EXERCISE PROMPT
Word for word, restate the records that appear below.
** MATERIAL PROVIDED follows **
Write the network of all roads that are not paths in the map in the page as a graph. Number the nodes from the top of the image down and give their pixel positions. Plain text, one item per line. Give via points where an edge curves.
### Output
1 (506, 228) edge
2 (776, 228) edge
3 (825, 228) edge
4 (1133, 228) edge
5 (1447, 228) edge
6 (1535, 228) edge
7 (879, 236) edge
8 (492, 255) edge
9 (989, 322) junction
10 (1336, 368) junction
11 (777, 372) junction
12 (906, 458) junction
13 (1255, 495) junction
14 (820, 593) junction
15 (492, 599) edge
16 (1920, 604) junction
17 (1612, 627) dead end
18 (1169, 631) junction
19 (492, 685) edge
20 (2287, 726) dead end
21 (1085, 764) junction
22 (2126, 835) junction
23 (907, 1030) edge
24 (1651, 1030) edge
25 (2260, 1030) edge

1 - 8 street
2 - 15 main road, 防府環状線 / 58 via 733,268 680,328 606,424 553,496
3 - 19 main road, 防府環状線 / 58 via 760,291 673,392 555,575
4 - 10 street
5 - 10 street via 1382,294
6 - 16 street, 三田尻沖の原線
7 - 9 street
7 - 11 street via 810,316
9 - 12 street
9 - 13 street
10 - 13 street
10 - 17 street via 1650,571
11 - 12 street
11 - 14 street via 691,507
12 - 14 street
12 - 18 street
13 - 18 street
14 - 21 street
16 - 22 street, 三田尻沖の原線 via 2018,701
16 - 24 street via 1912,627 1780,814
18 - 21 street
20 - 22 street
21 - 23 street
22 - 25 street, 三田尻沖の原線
** End of MATERIAL PROVIDED **
ANSWER BOX
Write the network of all roads that are not paths in the map in the page as a graph. Number the nodes from the top of the image down and give their pixel positions. Plain text, one item per line. Give via points where an edge curves.
### Output
1 (506, 228) edge
2 (776, 228) edge
3 (825, 228) edge
4 (1133, 228) edge
5 (1447, 228) edge
6 (1535, 228) edge
7 (879, 236) edge
8 (492, 255) edge
9 (989, 322) junction
10 (1336, 368) junction
11 (777, 372) junction
12 (906, 458) junction
13 (1255, 495) junction
14 (820, 593) junction
15 (492, 599) edge
16 (1920, 604) junction
17 (1612, 627) dead end
18 (1169, 631) junction
19 (492, 685) edge
20 (2287, 726) dead end
21 (1085, 764) junction
22 (2126, 835) junction
23 (907, 1030) edge
24 (1651, 1030) edge
25 (2260, 1030) edge

1 - 8 street
2 - 15 main road, 防府環状線 / 58 via 733,268 680,328 606,424 553,496
3 - 19 main road, 防府環状線 / 58 via 760,291 673,392 555,575
4 - 10 street
5 - 10 street via 1382,294
6 - 16 street, 三田尻沖の原線
7 - 9 street
7 - 11 street via 810,316
9 - 12 street
9 - 13 street
10 - 13 street
10 - 17 street via 1650,571
11 - 12 street
11 - 14 street via 691,507
12 - 14 street
12 - 18 street
13 - 18 street
14 - 21 street
16 - 22 street, 三田尻沖の原線 via 2018,701
16 - 24 street via 1912,627 1780,814
18 - 21 street
20 - 22 street
21 - 23 street
22 - 25 street, 三田尻沖の原線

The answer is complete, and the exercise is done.